A personality and an era come to life in “Joe Strummer: The Future is Unwritten,” a busy documentary about the Clash’s charismatic frontman.

Joe Strummer emerges in this film as a natural-born ringmaster, a man who landed in the right place at the right time. Then, when the right time ended, he struggled to find another place — a search that makes the second half of this movie as interesting as the first.

Born to a career diplomat and raised partly in boarding schools, Strummer wasn’t exactly the working-class hero he might have seemed from his public image. But the movie demonstrates how, long before he got famous as a singer, Strummer chose the streets and the artists for his company.

Director Julian Temple, who’s spent much of his career chronicling music, was shooting footage of the early shows of the Clash in 1976 (although he got sidetracked into documenting the Sex Pistols instead). The look and feel of Britain in the mid-1970s, and the attendant explosion of punk rock, is wonderfully captured in this dizzying array of footage.

Strummer died at 50 of a congenital heart problem in 2002, but he still “narrates” the film, in frank recollections about his life. These include voiceovers from a brilliant radio show he hosted for a few years at the end of his life.

Also joining the conversation is a large group of friends, filmed around a campfire. The campfire, emerging late in the film, was for Strummer a symbol of communication and community, developed during his appearances around a campfire at the Glastonbury Festival.

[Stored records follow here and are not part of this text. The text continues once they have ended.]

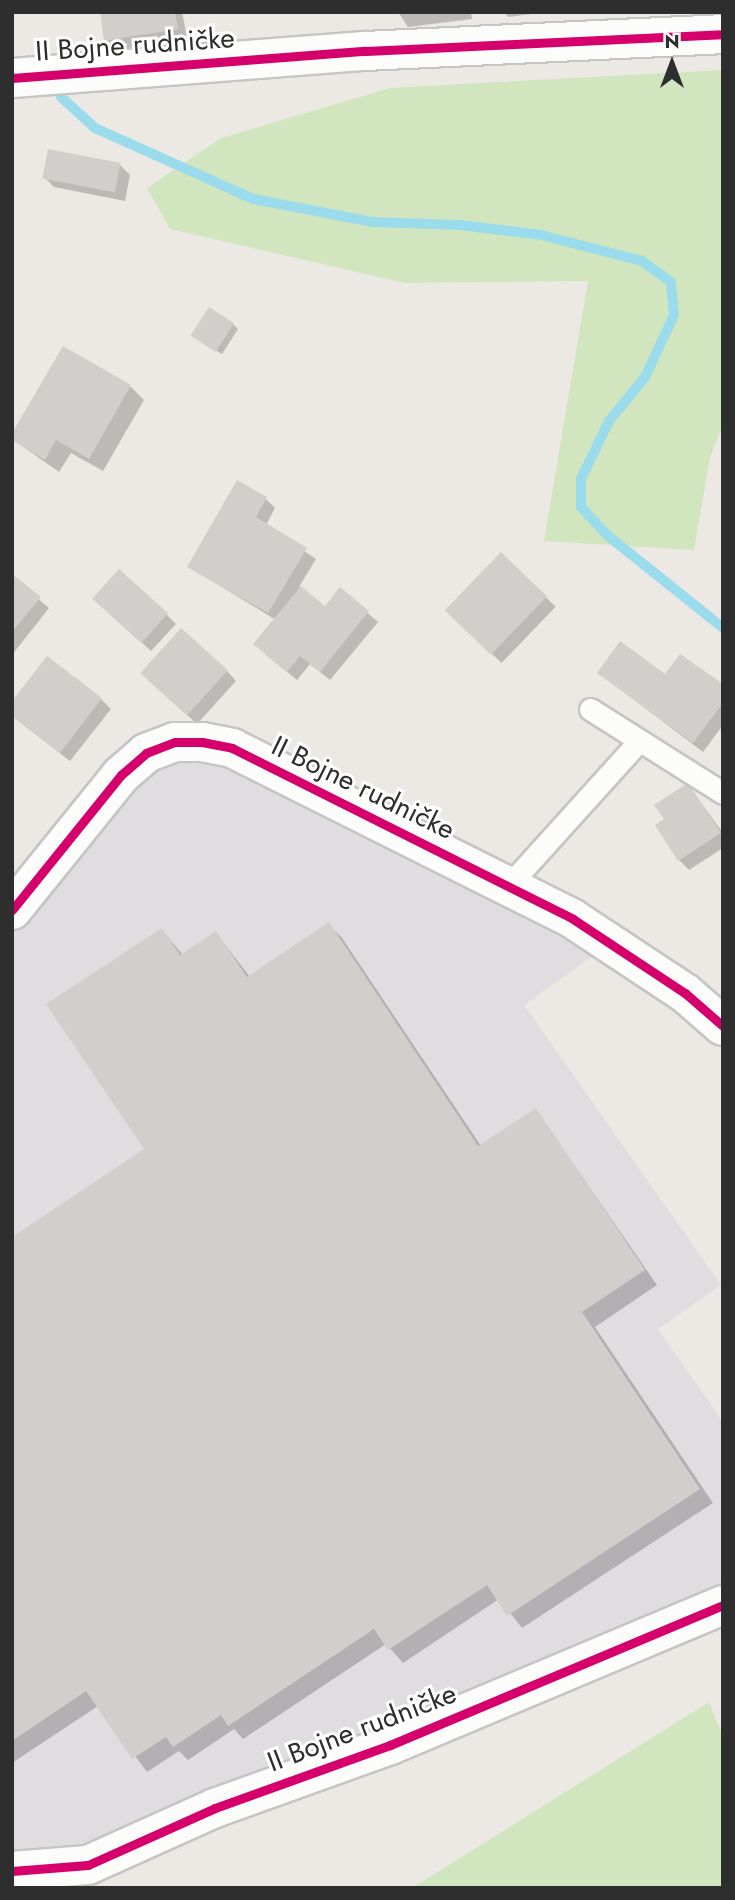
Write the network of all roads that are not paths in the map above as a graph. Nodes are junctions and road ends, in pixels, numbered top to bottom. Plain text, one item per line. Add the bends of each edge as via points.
1 (723, 34) edge
2 (12, 78) edge
3 (590, 709) dead end
4 (638, 742) junction
5 (723, 793) edge
6 (509, 885) junction
7 (12, 910) edge
8 (723, 1026) edge
9 (723, 1605) edge
10 (12, 1871) edge

1 - 2 street, II Bojne rudničke via 365,51
3 - 4 lane
4 - 5 lane
4 - 6 lane
6 - 7 street, II Bojne rudničke via 232,748 175,742 146,753 121,775
6 - 8 street, II Bojne rudničke via 582,925 685,993
9 - 10 street, II Bojne rudničke via 390,1745 215,1808 88,1865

These friends include people we’ve never heard of and celebrities alike (among the latter, Johnny Depp, John Cusack and Matt Dillon). They also number members of the Clash, notably Mick Jones and Topper Headon.

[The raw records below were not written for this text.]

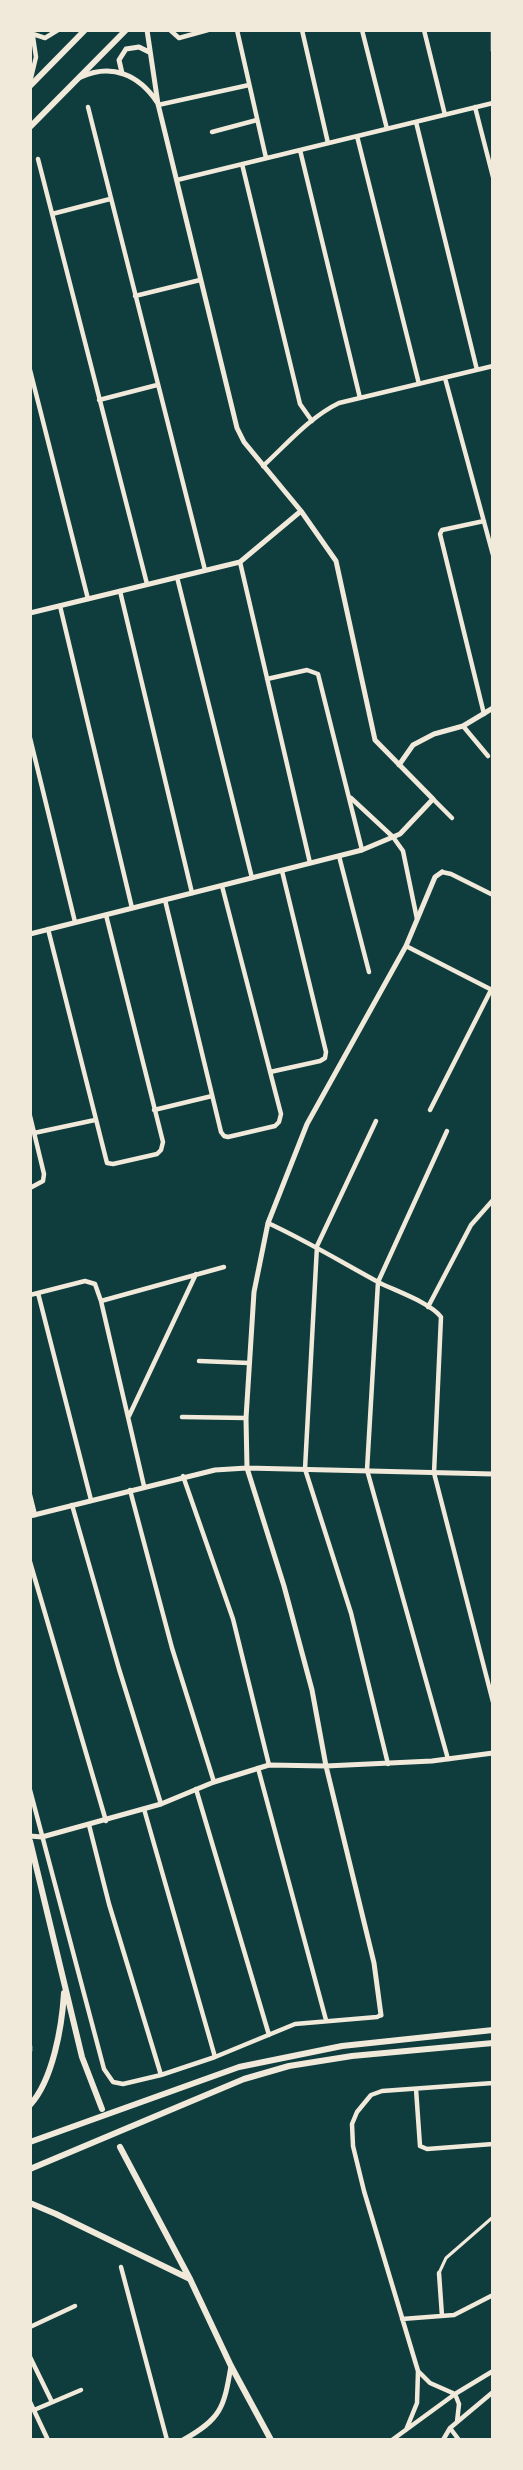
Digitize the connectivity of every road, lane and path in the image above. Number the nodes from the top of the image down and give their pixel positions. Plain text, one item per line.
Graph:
1 (58, 30) edge
2 (85, 30) edge
3 (126, 30) edge
4 (147, 30) edge
5 (170, 30) edge
6 (208, 30) edge
7 (237, 30) edge
8 (302, 30) edge
9 (362, 30) edge
10 (424, 30) edge
11 (493, 30) edge
12 (32, 32) edge
13 (493, 51) edge
14 (150, 53) junction
15 (122, 73) junction
16 (80, 78) junction
17 (30, 84) edge
18 (249, 85) junction
19 (493, 103) edge
20 (158, 104) junction
21 (475, 107) junction
22 (88, 108) dead end
23 (445, 115) junction
24 (257, 120) junction
25 (416, 122) junction
26 (30, 127) edge
27 (387, 129) junction
28 (212, 132) dead end
29 (357, 136) junction
30 (328, 143) junction
31 (300, 150) junction
32 (266, 158) junction
33 (38, 159) dead end
34 (242, 164) junction
35 (493, 177) edge
36 (177, 180) junction
37 (110, 199) junction
38 (52, 214) junction
39 (200, 280) junction
40 (135, 296) junction
41 (493, 366) edge
42 (30, 370) edge
43 (477, 370) junction
44 (445, 378) junction
45 (419, 384) junction
46 (157, 385) junction
47 (360, 398) junction
48 (99, 400) junction
49 (312, 421) junction
50 (263, 466) junction
51 (301, 511) junction
52 (484, 520) junction
53 (493, 555) edge
54 (240, 562) junction
55 (205, 570) junction
56 (177, 577) junction
57 (147, 584) junction
58 (120, 591) junction
59 (88, 599) junction
60 (60, 606) junction
61 (30, 613) edge
62 (267, 679) junction
63 (493, 708) edge
64 (484, 714) junction
65 (463, 726) junction
66 (30, 738) edge
67 (488, 756) dead end
68 (399, 765) junction
69 (350, 797) junction
70 (433, 799) junction
71 (452, 818) dead end
72 (393, 837) junction
73 (362, 850) junction
74 (339, 856) junction
75 (310, 863) junction
76 (282, 870) junction
77 (442, 872) joint
78 (252, 878) junction
79 (222, 886) junction
80 (192, 893) junction
81 (493, 895) edge
82 (165, 900) junction
83 (132, 908) junction
84 (106, 915) junction
85 (75, 922) junction
86 (418, 922) junction
87 (48, 929) junction
88 (30, 934) edge
89 (406, 946) junction
90 (369, 972) dead end
91 (492, 990) edge
92 (270, 1072) junction
93 (212, 1096) junction
94 (154, 1110) junction
95 (430, 1110) dead end
96 (30, 1116) edge
97 (95, 1120) junction
98 (376, 1121) dead end
99 (447, 1131) dead end
100 (34, 1133) junction
101 (30, 1188) edge
102 (493, 1200) edge
103 (268, 1223) junction
104 (317, 1246) junction
105 (224, 1267) dead end
106 (196, 1274) junction
107 (378, 1282) junction
108 (38, 1293) junction
109 (30, 1296) edge
110 (101, 1301) junction
111 (428, 1307) junction
112 (199, 1361) dead end
113 (249, 1363) junction
114 (129, 1416) junction
115 (182, 1417) dead end
116 (246, 1418) junction
117 (247, 1468) junction
118 (305, 1469) junction
119 (367, 1470) junction
120 (434, 1473) junction
121 (493, 1474) edge
122 (183, 1476) junction
123 (144, 1486) junction
124 (130, 1490) junction
125 (30, 1495) edge
126 (91, 1500) junction
127 (72, 1505) junction
128 (33, 1516) edge
129 (30, 1562) edge
130 (493, 1702) edge
131 (493, 1753) edge
132 (448, 1759) junction
133 (388, 1764) junction
134 (269, 1765) junction
135 (326, 1766) junction
136 (258, 1768) junction
137 (214, 1782) junction
138 (196, 1789) junction
139 (30, 1790) edge
140 (160, 1804) junction
141 (144, 1809) junction
142 (106, 1821) junction
143 (89, 1825) junction
144 (30, 1836) edge
145 (42, 1837) junction
146 (30, 1841) edge
147 (64, 1987) junction
148 (381, 2015) joint
149 (326, 2020) junction
150 (493, 2030) edge
151 (269, 2035) junction
152 (493, 2043) edge
153 (30, 2046) edge
154 (30, 2051) edge
155 (215, 2057) junction
156 (239, 2067) junction
157 (161, 2075) junction
158 (244, 2079) junction
159 (493, 2083) edge
160 (416, 2090) junction
161 (30, 2105) edge
162 (102, 2109) dead end
163 (30, 2142) edge
164 (493, 2144) edge
165 (120, 2147) dead end
166 (30, 2169) edge
167 (30, 2204) edge
168 (493, 2217) edge
169 (121, 2267) dead end
170 (439, 2273) joint
171 (190, 2279) junction
172 (493, 2295) edge
173 (75, 2306) dead end
174 (442, 2316) junction
175 (402, 2319) junction
176 (30, 2327) edge
177 (30, 2357) edge
178 (231, 2366) junction
179 (418, 2371) junction
180 (493, 2371) edge
181 (81, 2390) dead end
182 (493, 2392) edge
183 (454, 2394) junction
184 (30, 2402) edge
185 (52, 2402) junction
186 (34, 2410) junction
187 (457, 2422) junction
188 (450, 2428) junction
189 (406, 2430) junction
190 (48, 2440) edge
191 (167, 2440) edge
192 (183, 2440) edge
193 (271, 2440) edge
194 (392, 2440) edge
195 (443, 2440) edge
196 (459, 2440) edge

1 - 12 street
2 - 17 main road
3 - 16 main road
4 - 14 street
5 - 6 street
7 - 18 street
8 - 30 street
9 - 27 street
10 - 23 street
11 - 13 street
12 - 17 street
14 - 15 street
14 - 20 street
15 - 16 street
15 - 20 street
16 - 26 main road
18 - 20 street
18 - 24 street
19 - 21 street
20 - 36 street
21 - 23 street
21 - 35 street
22 - 37 street
23 - 25 street
24 - 28 street
24 - 32 street
25 - 27 street
25 - 43 street
27 - 29 street
29 - 30 street
29 - 45 street
30 - 31 street
31 - 32 street
31 - 47 street
32 - 34 street
33 - 38 street
34 - 36 street
34 - 49 street
36 - 39 street
37 - 38 street
37 - 40 street
38 - 48 street
39 - 40 street
39 - 50 street
40 - 46 street
41 - 43 street
42 - 59 street
43 - 44 street
44 - 45 street
44 - 52 street
45 - 47 street
46 - 48 street
46 - 55 street
47 - 49 street
48 - 57 street
49 - 50 street
50 - 51 street
51 - 54 street
51 - 68 street
52 - 53 street
52 - 64 street
54 - 55 street
54 - 62 street
55 - 56 street
56 - 57 street
56 - 78 street
57 - 58 street
58 - 59 street
58 - 80 street
59 - 60 street
60 - 61 street
60 - 83 street
62 - 69 street
62 - 75 street
63 - 64 street
64 - 65 street
65 - 67 street
65 - 68 street
66 - 85 street
68 - 70 street
69 - 72 street
69 - 73 street
70 - 71 street
70 - 72 street
72 - 73 street
72 - 86 street
73 - 74 street
74 - 75 street
74 - 90 street
75 - 76 street
76 - 78 street
76 - 92 street
77 - 81 street
77 - 86 street
78 - 79 street
79 - 80 street
79 - 92 street
80 - 82 street
82 - 83 street
82 - 93 street
83 - 84 street
84 - 85 street
84 - 94 street
85 - 87 street
86 - 89 street
87 - 88 street
87 - 97 street
89 - 91 street
89 - 103 street
91 - 95 street
92 - 93 street
93 - 94 street
94 - 97 street
96 - 100 street
97 - 100 street
98 - 104 street
99 - 107 street
100 - 101 street
102 - 111 street
103 - 104 street
103 - 113 street
104 - 107 street
104 - 118 street
105 - 106 street
106 - 110 street
106 - 114 street
107 - 111 street
107 - 119 street
108 - 109 street
108 - 110 street
108 - 126 street
110 - 114 street
111 - 120 street
112 - 113 street
113 - 116 street
114 - 123 street
115 - 116 street
116 - 117 street
117 - 118 street
117 - 122 street
117 - 135 street
118 - 119 street
118 - 133 street
119 - 120 street
119 - 132 street
120 - 121 street
120 - 130 street
122 - 123 street
122 - 134 street
123 - 124 street
124 - 126 street
124 - 137 street
125 - 128 street
126 - 127 street
127 - 128 street
127 - 140 street
129 - 142 street
131 - 132 street
132 - 133 street
133 - 135 street
134 - 135 street
134 - 136 street
135 - 148 street
136 - 137 street
136 - 149 street
137 - 138 street
138 - 140 street
138 - 151 street
139 - 145 street
140 - 141 street
141 - 142 street
141 - 155 street
142 - 143 street
143 - 145 street
143 - 157 street
144 - 145 street
145 - 157 street
146 - 147 main road
147 - 161 main road
147 - 162 main road
148 - 149 street
149 - 151 street
150 - 156 main road
151 - 155 street
152 - 158 main road
153 - 154 street
155 - 157 street
156 - 158 main road
156 - 163 main road
158 - 166 main road
159 - 160 street
160 - 164 street
160 - 175 street
165 - 171 main road
167 - 171 main road
168 - 170 street
169 - 191 street
170 - 174 street
171 - 178 main road
172 - 174 street
173 - 176 street
174 - 175 street
175 - 179 street
177 - 185 street
178 - 192 street
178 - 193 main road
179 - 183 street
179 - 189 street
180 - 183 street
181 - 185 street
182 - 187 street
183 - 187 street
183 - 189 street
184 - 186 street
185 - 186 street
186 - 190 street
187 - 188 street
188 - 195 street
188 - 196 street
189 - 194 street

But Strummer’s own voice carries the day, and it includes plenty of self-criticism. He admits that by the time the Clash had broken through to worldwide popularity in the early 1980s, the band was in danger of behaving like the bands that Strummer had always ripped. The band fell apart shortly thereafter. (He also admits that he gave himself the name Joe Strummer after his guitar playing — he wasn’t good enough to play “all the fiddly bits,” but he could strum.)

In the late 1970s and early ’80s, the Clash really did seem like music’s hope, a way for rock to find a new voice and become vital again. (This is emphasized by a vintage clip of David Lee Roth wondering why the Clash can’t just lighten up.) Strummer, in this film, is seen clearly as the driving force and holy fool behind that effort.

One of his oldest friends remembers Strummer as sometimes exasperating in his desire to experience life at a certain level: “He’d sleep out under the stars when it was totally unnecessary,” she says, perplexed. Have you ever heard a better confirmation of someone’s singular spark?